Packaging. We have already discussed how plastic production is harmful to environmental and human health – but what about cardboard packaging? Often, paper and cardboard is seen as a quick-win to our plastic problem. However, paper requires three times as much energy as plastic to produce, and it is heavier to transport, releasing more emissions. Furthermore, our single use packaging is frequently off-shored, creating an even larger waste problem in other countries which affects their local ecosystems and health. Sometimes, our packaging even ends up in waterways or the ocean. For multiple years, Mumbai has seen many floods exacerbated by the pollution of plastic blocking their waterway systems. Every year, at least 800 marine species worldwide are affected by plastic pollution, often ingesting it or becoming entangled in it. When possible, choose items that are package-free, that come in minimal packaging, or that are packaged in recyclable or compostable materials. 

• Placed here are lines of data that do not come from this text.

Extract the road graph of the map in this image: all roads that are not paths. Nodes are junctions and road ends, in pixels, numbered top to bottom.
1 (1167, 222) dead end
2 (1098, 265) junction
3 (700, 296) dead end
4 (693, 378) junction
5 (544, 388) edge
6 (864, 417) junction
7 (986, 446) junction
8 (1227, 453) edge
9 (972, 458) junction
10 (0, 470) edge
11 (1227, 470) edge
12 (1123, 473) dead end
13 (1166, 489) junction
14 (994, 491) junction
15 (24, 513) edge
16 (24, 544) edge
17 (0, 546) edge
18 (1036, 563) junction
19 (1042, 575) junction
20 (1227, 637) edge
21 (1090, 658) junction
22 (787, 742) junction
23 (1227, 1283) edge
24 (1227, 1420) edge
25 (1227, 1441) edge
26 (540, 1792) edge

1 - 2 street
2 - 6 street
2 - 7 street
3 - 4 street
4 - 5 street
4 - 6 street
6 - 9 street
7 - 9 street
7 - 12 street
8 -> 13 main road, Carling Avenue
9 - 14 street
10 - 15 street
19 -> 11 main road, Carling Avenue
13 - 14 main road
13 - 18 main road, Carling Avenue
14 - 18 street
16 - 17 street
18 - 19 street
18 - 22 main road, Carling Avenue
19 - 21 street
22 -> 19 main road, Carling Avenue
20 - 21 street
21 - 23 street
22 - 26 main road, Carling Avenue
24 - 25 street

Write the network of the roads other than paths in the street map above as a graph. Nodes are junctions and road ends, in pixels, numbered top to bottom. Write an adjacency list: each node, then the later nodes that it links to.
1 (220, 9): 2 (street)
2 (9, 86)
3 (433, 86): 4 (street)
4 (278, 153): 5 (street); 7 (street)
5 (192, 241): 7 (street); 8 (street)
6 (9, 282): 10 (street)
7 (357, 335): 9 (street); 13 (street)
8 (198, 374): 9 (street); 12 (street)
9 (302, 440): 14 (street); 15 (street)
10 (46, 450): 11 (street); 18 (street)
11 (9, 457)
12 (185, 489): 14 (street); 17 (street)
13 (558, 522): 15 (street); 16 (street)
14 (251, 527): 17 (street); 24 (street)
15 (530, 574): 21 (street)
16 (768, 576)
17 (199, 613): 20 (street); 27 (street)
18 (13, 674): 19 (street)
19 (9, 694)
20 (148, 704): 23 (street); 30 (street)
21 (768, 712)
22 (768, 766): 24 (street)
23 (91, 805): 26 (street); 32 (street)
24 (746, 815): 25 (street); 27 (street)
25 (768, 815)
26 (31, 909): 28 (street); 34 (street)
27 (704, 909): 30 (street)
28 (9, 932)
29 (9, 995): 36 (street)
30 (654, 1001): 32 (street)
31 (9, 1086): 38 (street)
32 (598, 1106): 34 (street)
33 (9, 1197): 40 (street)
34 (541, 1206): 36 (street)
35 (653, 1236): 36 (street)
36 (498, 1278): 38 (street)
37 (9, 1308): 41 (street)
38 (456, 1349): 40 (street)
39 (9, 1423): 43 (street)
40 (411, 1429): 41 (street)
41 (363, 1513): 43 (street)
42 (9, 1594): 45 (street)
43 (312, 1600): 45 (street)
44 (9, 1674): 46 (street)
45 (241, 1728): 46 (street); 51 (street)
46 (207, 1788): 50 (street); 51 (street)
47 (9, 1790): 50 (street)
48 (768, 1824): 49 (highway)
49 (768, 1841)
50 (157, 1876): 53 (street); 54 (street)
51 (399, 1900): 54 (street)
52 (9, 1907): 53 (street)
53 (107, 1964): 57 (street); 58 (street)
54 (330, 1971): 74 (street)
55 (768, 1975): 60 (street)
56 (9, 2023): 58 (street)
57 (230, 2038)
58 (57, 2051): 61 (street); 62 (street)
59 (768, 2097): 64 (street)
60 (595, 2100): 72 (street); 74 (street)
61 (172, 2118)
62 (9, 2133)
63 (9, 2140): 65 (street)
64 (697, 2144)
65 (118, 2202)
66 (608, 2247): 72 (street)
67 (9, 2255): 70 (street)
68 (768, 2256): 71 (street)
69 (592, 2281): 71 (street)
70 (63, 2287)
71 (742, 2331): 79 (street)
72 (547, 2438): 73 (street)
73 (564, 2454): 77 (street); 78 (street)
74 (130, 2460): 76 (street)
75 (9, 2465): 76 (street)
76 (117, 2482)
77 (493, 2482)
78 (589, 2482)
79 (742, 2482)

Shipping and Distribution. The shipping sector emits large amounts of CO2 (about 3.1% of our total emissions annually). During shipping, sulfur dioxides and nitrogen oxides are also emitted – which as we concluded earlier is harmful to both the environment and humans. Commercial vessels also create noise pollution, which can cause hemorrhages, internal organ damage, and death of dolphins and whales. So when purchasing any product, always choose local first. Rail travel is also consistently one of the ‘greenest’ ways to ship products, so if possible, choose products shipped via trains. Also, when shopping online, never choose fast-shipping options. These items are often packed in half-empty trucks, which creates even more unnecessary emissions. 

Consumption and Use. Overconsumption, even of unnecessary products, is quite rampant in our society. It’s even common to buy cheap items that will end up in landfills sooner because of their competitive prices. Between 60-80% of the impacts on the planet come from household consumption. In order to reduce your impact on the environment, buy less; buy quality products; make your items last longer with proper use, servicing, and storage; repair what you can; and buy versatile and multi-use items.

Collection. Collection is often a contentious topic in the world of items. There are battles on whose job it should be to collect garbage and recycling; should it be placed on the producer of the item? The consumer? Governments? Garbage and recyclable collections are yet another source of emissions – a truck has to drive around the city every day of every week. When possible, it’s best to limit what you place in your black and blue bins. It’s as simple as reducing what you consume and reusing what you can. This can also set an example for your neighbours; and who knows, maybe in the future, the garbage truck will only have to make its rounds once a month! 

Disposal and Proliferation. The last step in any product’s life cycle is what happens when you’re done with it – whether you compost it, recycle it, incinerate it, or send it to the landfill. Unfortunately, many of the items we trash can proliferate for dozens, hundreds, and even thousands of years in the environment. When you are done with any item consider other ways you can give it a second life; this might be upcycling, regifting, reselling, and donating. If you are unable to give it a second life, choose the most sustainable option for its disposal. Give it back to the Earth if it’s a compostable organic, recycle it if possible, or send it to a biofuel or incineration processing plant. Your last option should always be sending items to the landfill. Landfills are designed so that our trash is packed compactly, so that air can’t enter and break down our materials. Essentially, our landfills are only increasing in volume and are not places where items are sent to breakdown. Landfills are even the third-largest source of human-related methane emissions! 

Remember, before buying any product, to always do your research, to the best of your ability. Unfortunately, there is no such thing as a completely ethical and sustainable company or product. But you can always choose the most sustainable option based on life cycle analysis. So, get to researching!